The New Standard for Power: Why EPDs Are Moving from Optional to Expected
PrintSustainability in data centers is no longer just about how facilities operate. That part of the conversation is relatively mature. Efficiency metrics are well understood, and renewable energy strategies are widely in place. But that only tells part of the story. The bigger challenge sits in the supply chain.
For most operators, the majority of emissions come from Scope 3. That includes the materials and equipment that go into building and running infrastructure. It is difficult to measure, difficult to compare, and even harder to reduce with confidence.
At the same time, expectations are shifting. Operators, investors, and industry groups are asking for more than high-level commitments. They want product-level visibility into environmental impact. That is where Environmental Product Declarations are starting to play a role. Not as a trend, but as a practical way to bring consistency and transparency into how infrastructure is evaluated.
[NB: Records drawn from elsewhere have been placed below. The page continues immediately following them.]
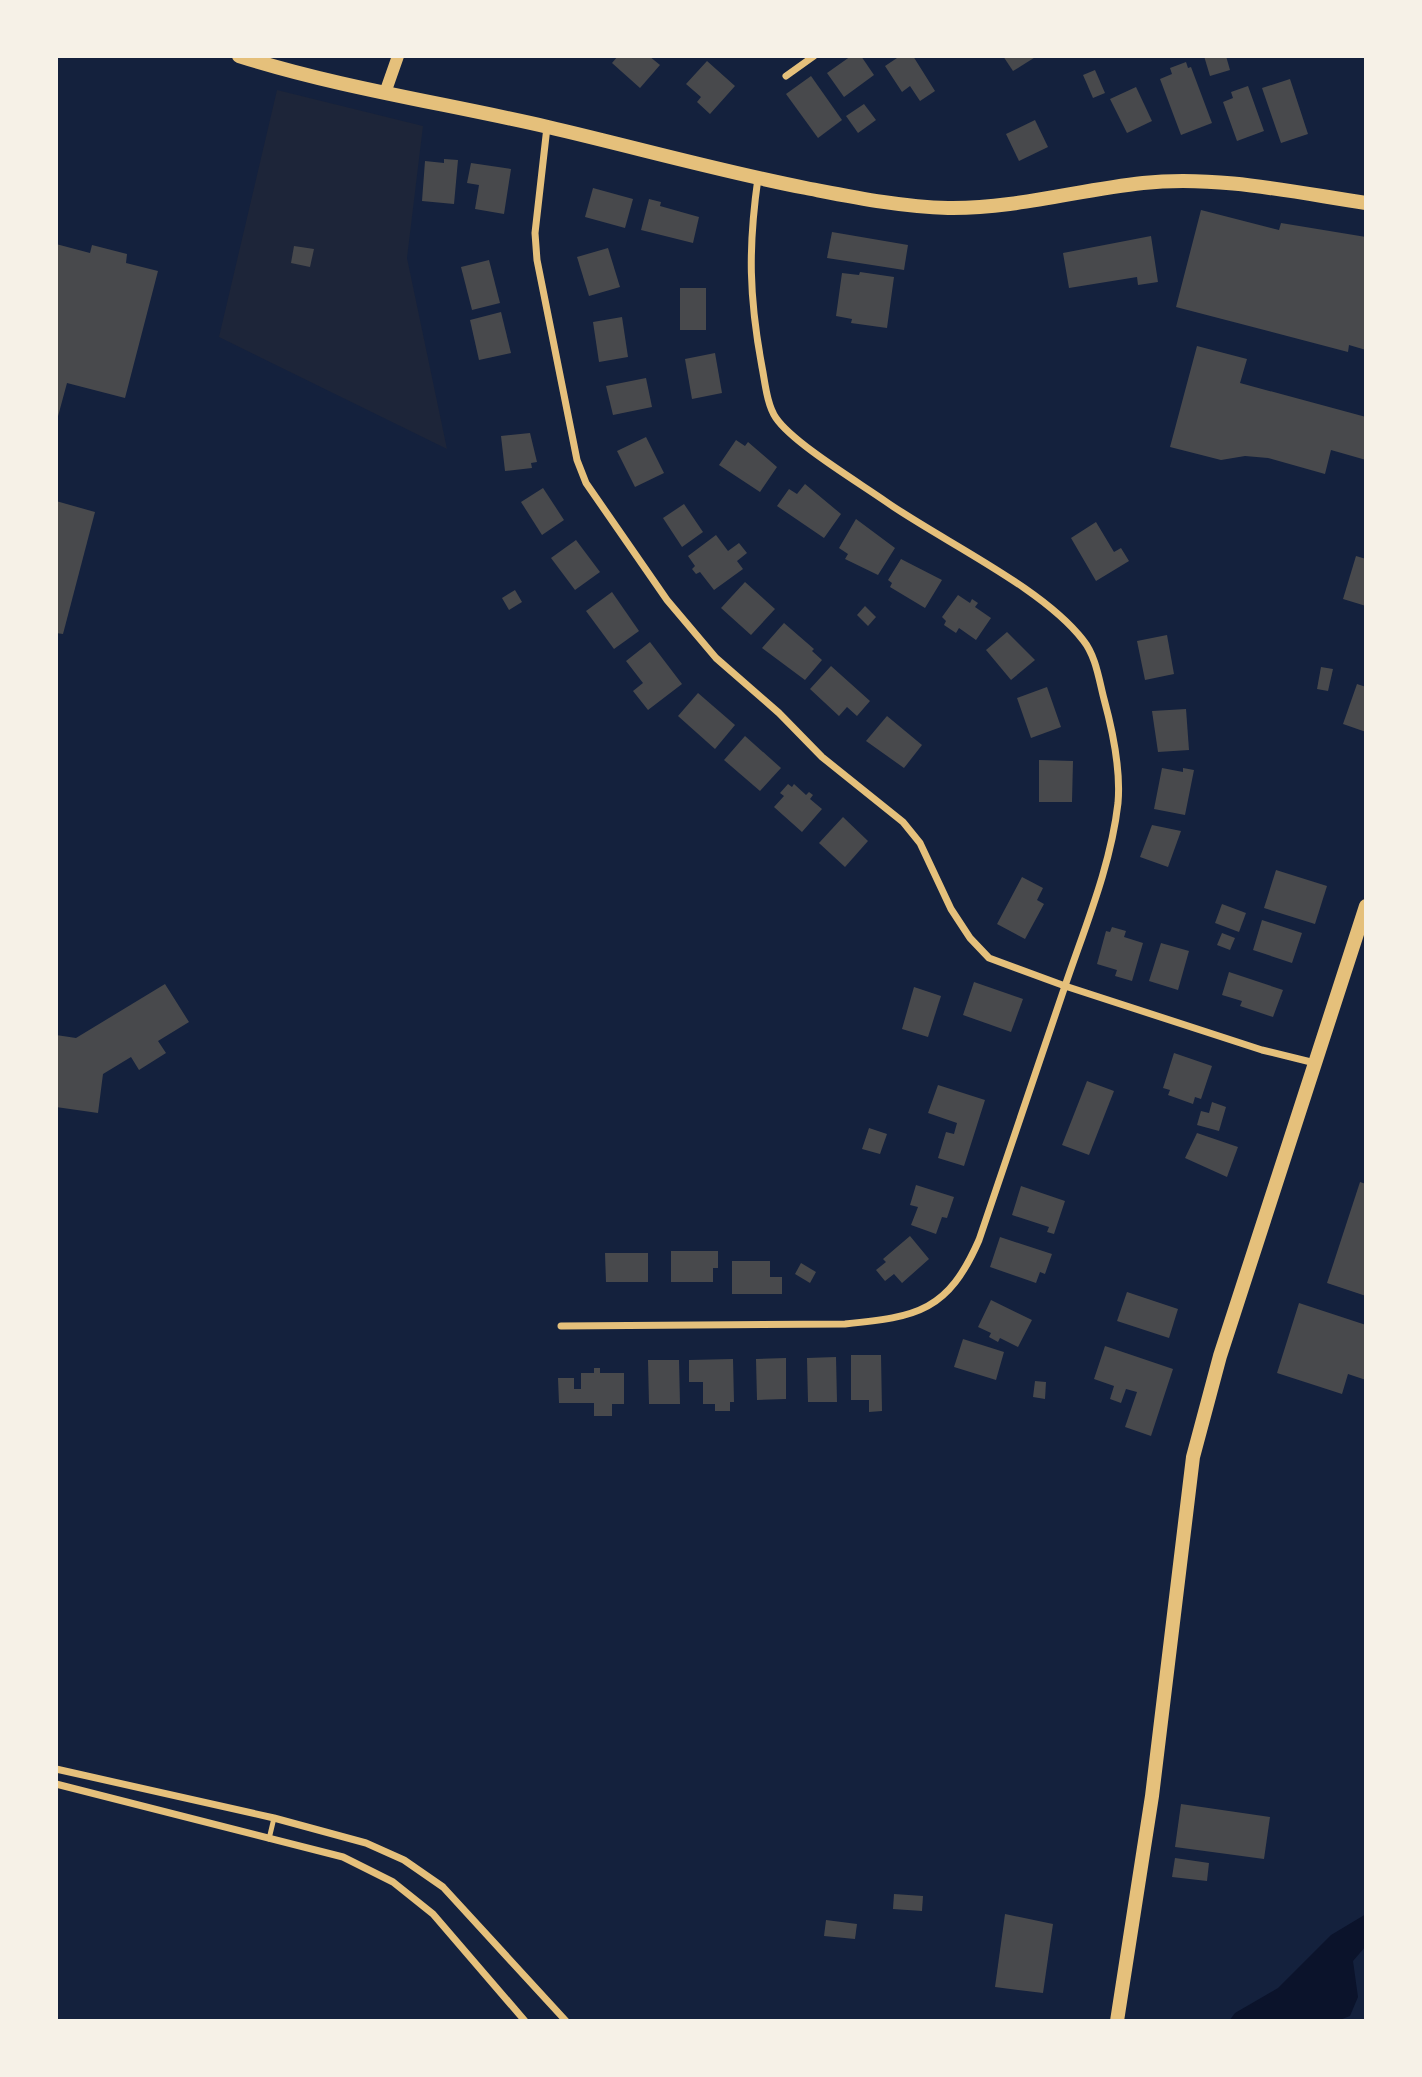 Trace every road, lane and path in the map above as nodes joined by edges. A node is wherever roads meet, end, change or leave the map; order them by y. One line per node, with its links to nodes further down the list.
1 (239, 56): 5 (main road)
2 (398, 56): 5 (street)
3 (814, 56): 4 (street)
4 (786, 76)
5 (385, 93): 6 (main road)
6 (547, 127): 7 (main road); 10 (street)
7 (758, 178): 8 (main road); 10 (street)
8 (1366, 203)
9 (1366, 906): 11 (main road)
10 (1065, 986): 11 (street); 12 (street)
11 (1315, 1063): 19 (main road)
12 (561, 1325)
13 (56, 1769): 15 (street)
14 (56, 1784): 16 (street)
15 (274, 1818): 16 (lane); 18 (street)
16 (269, 1839): 17 (street)
17 (525, 2021)
18 (566, 2021)
19 (1117, 2021)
We explore this topic in more detail in the book Greener Data Volume III. The full chapter explores the EPD journey, including the challenges, the data, and the practical steps that can help move the industry forward. You can check out the full chapter by getting your copy of the book here, and keep reading for a summary.
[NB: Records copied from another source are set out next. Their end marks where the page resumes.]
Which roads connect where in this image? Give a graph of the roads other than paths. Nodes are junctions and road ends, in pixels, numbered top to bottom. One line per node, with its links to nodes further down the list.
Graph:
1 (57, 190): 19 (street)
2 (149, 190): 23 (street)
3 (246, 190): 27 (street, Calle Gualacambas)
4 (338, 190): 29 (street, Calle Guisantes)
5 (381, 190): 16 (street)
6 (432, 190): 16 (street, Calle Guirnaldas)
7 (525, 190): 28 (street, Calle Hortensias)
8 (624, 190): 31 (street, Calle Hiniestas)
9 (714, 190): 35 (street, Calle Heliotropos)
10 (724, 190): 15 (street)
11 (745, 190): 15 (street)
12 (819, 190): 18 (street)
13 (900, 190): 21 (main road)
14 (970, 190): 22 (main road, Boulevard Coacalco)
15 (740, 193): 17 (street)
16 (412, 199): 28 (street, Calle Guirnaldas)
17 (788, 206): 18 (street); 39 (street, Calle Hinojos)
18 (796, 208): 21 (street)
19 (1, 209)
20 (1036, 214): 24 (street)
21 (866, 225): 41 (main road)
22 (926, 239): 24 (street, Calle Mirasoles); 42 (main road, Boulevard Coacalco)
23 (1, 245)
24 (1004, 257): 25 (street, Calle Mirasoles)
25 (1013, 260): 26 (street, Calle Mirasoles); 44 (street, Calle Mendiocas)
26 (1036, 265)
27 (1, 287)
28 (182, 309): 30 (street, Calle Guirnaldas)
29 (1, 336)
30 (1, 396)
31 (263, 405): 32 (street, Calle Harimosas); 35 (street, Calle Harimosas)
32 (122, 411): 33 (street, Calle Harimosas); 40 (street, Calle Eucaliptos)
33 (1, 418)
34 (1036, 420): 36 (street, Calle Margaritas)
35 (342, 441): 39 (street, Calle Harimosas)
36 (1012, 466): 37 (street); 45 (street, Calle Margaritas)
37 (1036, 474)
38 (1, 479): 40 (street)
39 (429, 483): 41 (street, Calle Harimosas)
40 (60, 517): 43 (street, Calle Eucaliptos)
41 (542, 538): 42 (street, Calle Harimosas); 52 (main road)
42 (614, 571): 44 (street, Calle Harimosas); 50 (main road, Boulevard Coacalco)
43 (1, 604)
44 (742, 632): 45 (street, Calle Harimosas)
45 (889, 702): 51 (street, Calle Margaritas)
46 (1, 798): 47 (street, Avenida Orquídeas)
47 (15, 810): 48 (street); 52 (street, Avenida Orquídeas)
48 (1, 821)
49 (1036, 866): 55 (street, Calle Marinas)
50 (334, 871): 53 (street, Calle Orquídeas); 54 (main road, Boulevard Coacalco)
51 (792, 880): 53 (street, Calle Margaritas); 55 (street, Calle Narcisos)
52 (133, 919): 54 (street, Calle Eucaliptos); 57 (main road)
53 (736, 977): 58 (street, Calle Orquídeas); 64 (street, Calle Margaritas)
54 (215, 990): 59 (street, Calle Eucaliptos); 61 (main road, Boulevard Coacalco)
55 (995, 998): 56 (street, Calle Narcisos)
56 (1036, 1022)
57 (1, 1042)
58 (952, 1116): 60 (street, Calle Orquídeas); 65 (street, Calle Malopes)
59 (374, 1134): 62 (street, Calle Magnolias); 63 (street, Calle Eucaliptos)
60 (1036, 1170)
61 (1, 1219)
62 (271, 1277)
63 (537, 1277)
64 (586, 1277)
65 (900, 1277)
From Sustainability Concept to Procurement Reality
Environmental Product Declarations have been part of the sustainability conversation for some time, but until recently, they sat more on the periphery. They were useful for reporting, helpful for certifications, and often treated as a signal of intent rather than a requirement. At their core, an EPD is a standardized, third-party verified document that outlines the environmental impact of a product across its lifecycle, giving buyers a consistent way to understand what they are actually procuring.
What has changed is where that information is now being used. EPDs are no longer confined to sustainability teams or post-project reporting. They are moving upstream into design conversations, procurement criteria, and supplier evaluations. Hyperscale operators and industry bodies are pushing for greater transparency, and that pressure is translating into real expectations for suppliers.
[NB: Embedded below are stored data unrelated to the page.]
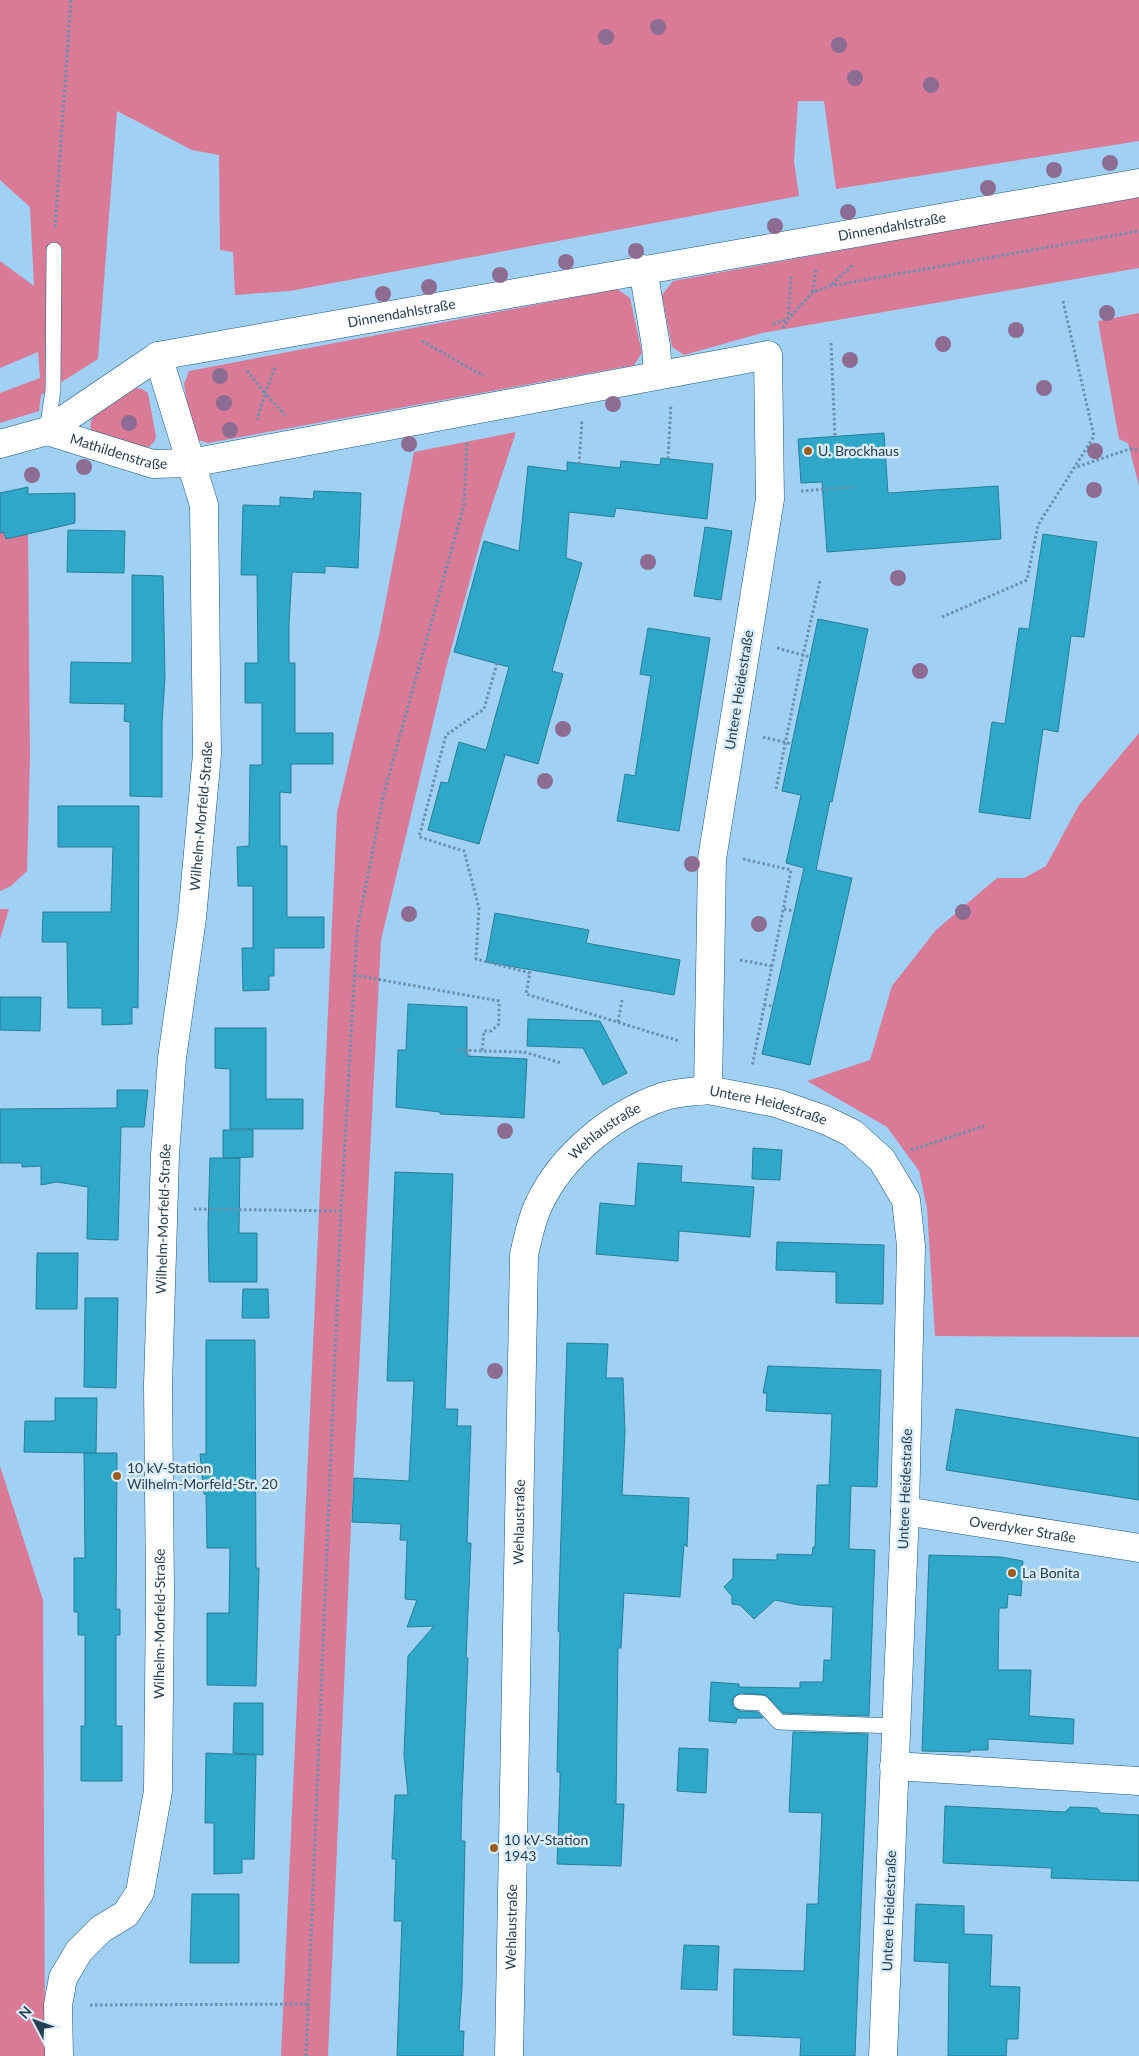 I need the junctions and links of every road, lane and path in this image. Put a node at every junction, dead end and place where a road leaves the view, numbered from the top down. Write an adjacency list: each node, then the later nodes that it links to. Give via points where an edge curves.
1 (71, 0): 5 (path)
2 (1139, 182): 4 (street, Dinnendahlstraße)
3 (1139, 232): 8 (path, via 830,286 813,292)
4 (793, 244): 6 (street, Dinnendahlstraße); 8 (path)
5 (54, 250): 21 (lane, via 53,390)
6 (643, 269): 12 (street, Dinnendahlstraße); 16 (street, via 656,346)
7 (1063, 301): 29 (path, via 1094,436)
8 (788, 319): 9 (path); 13 (path)
9 (767, 325)
10 (414, 336): 17 (path)
11 (831, 343): 22 (path)
12 (226, 345): 14 (street, Dinnendahlstraße); 19 (path)
13 (768, 355): 16 (street); 31 (street, Untere Heidestraße)
14 (158, 356): 21 (street, Mathildenstraße); 27 (street, Wilhelm-Morfeld-Straße)
15 (276, 364): 19 (path)
16 (666, 373): 18 (street); 26 (path)
17 (485, 376)
18 (585, 388): 20 (street); 28 (path)
19 (265, 393): 25 (path)
20 (464, 412): 25 (street); 41 (path, via 468,445 464,505 384,793 357,931)
21 (47, 432): 23 (street, Mathildenstraße); 27 (street, Mathildenstraße, via 153,464)
22 (835, 436)
23 (0, 444)
24 (1139, 450): 29 (path, via 1115,454)
25 (246, 454): 27 (street)
26 (668, 459)
27 (191, 463): 56 (street, Wilhelm-Morfeld-Straße, via 204,505 207,754 192,918 172,1058)
28 (579, 464)
29 (1074, 468): 33 (path, via 1038,525 1027,580)
30 (855, 487): 31 (path)
31 (770, 493): 52 (street, Untere Heidestraße, via 712,859)
32 (820, 581): 35 (path)
33 (942, 617)
34 (497, 663): 45 (path, via 484,709 446,735 419,837 464,851 480,908 476,959 530,971 526,994)
35 (776, 789)
36 (767, 864): 37 (path, via 791,870)
37 (784, 908): 38 (path); 40 (path)
38 (794, 911)
39 (752, 962): 40 (path)
40 (772, 966): 43 (path)
41 (354, 975): 49 (path, via 499,1000 499,1024 491,1031 484,1031); 57 (path)
42 (622, 1000): 45 (path)
43 (764, 1005): 44 (path); 53 (path)
44 (772, 1006)
45 (618, 1022): 46 (path)
46 (680, 1041)
47 (459, 1050): 48 (path)
48 (468, 1050): 49 (path); 50 (path)
49 (482, 1051): 51 (path, via 524,1052)
50 (468, 1056)
51 (561, 1063)
52 (708, 1090): 53 (street, Untere Heidestraße); 68 (street, Wehlaustraße, via 663,1097 622,1117 580,1147 551,1183 539,1205 524,1255)
53 (746, 1097): 55 (street, Untere Heidestraße, via 776,1103 825,1120 852,1133)
54 (984, 1126): 55 (path)
55 (882, 1160): 58 (street, Untere Heidestraße, via 906,1200 911,1246)
56 (163, 1209): 57 (path); 65 (street, Wilhelm-Morfeld-Straße, via 158,1385 158,1791 140,1892 126,1914 101,1929 79,1951 63,1978)
57 (341, 1211): 64 (path)
58 (905, 1511): 59 (street, Overdyker Straße); 61 (street, Untere Heidestraße)
59 (1139, 1548)
60 (741, 1702): 61 (lane, via 762,1703 779,1722)
61 (896, 1726): 62 (street, Untere Heidestraße)
62 (894, 1766): 63 (street); 69 (street, Untere Heidestraße)
63 (1139, 1781)
64 (309, 2004): 65 (path); 67 (path)
65 (58, 2005): 66 (street, Wilhelm-Morfeld-Straße)
66 (59, 2056)
67 (306, 2056)
68 (509, 2056)
69 (883, 2056)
In practical terms, this means EPDs are starting to influence buying decisions. What was once considered a value-add is becoming part of the baseline for consideration, particularly in environments where accountability around embodied carbon and lifecycle impact is increasing.
The Challenge Beneath the Surface
If the direction of travel is clear, the path to get there is not always straightforward. EPDs are relatively well established for materials like concrete and steel, where supply chains are more standardized and data is easier to aggregate. Mission-critical equipment is a different story. These systems are made up of numerous components, often sourced from multiple suppliers, each with their own processes, materials, and levels of data availability. Bringing that into a single, verified lifecycle view is not simple.
There is also a structural challenge. In many cases, product-specific rules for how to assess and report environmental impact do not yet exist, which means manufacturers must navigate more general frameworks while maintaining consistency and credibility. On top of that, the process requires coordination across engineering, procurement, and sustainability teams, along with third-party verification. It is a significant investment of both time and resources, often taking well over a year to complete.
This is part of the reason adoption has lagged in this category. Not because the value is unclear, but because the process is complex. At the same time, that complexity is exactly what makes early progress meaningful. As expectations continue to rise, the ability to navigate that process is quickly becoming a differentiator.
Moving from Theory to Execution
For many manufacturers, EPDs are still something being discussed, explored, or planned. The gap between understanding their importance and actually developing one is where most of the friction sits. It requires alignment across teams, access to reliable data, and a willingness to invest in a process that does not always have a clear or immediate return.
That is what makes real-world implementation important. Rehlko’s decision to develop an Environmental Product Declaration for its mission-critical generator portfolio was not driven by ease, but by a recognition of where the industry is heading. As expectations around transparency and lifecycle impact continue to grow, waiting for perfect conditions is no longer a viable strategy.
What this work demonstrates is that the barriers are not insurmountable. It is possible to bring together the necessary data, align with recognized standards, and produce something that is both credible and useful. More importantly, it shows that once the process is underway, it begins to unlock value beyond the initial objective.
It’s Not About the Document
It is easy to think of an Environmental Product Declaration as an output. A report that gets published, shared, and referenced when needed. But the real value sits in everything that happens before and after that document exists.
Once lifecycle data is visible in a structured and comparable way, it starts to change the conversation. Materials are no longer just selected based on cost or performance, but on their contribution to overall impact. Design decisions can be evaluated with a clearer understanding of trade-offs. And areas that were previously difficult to quantify begin to come into focus.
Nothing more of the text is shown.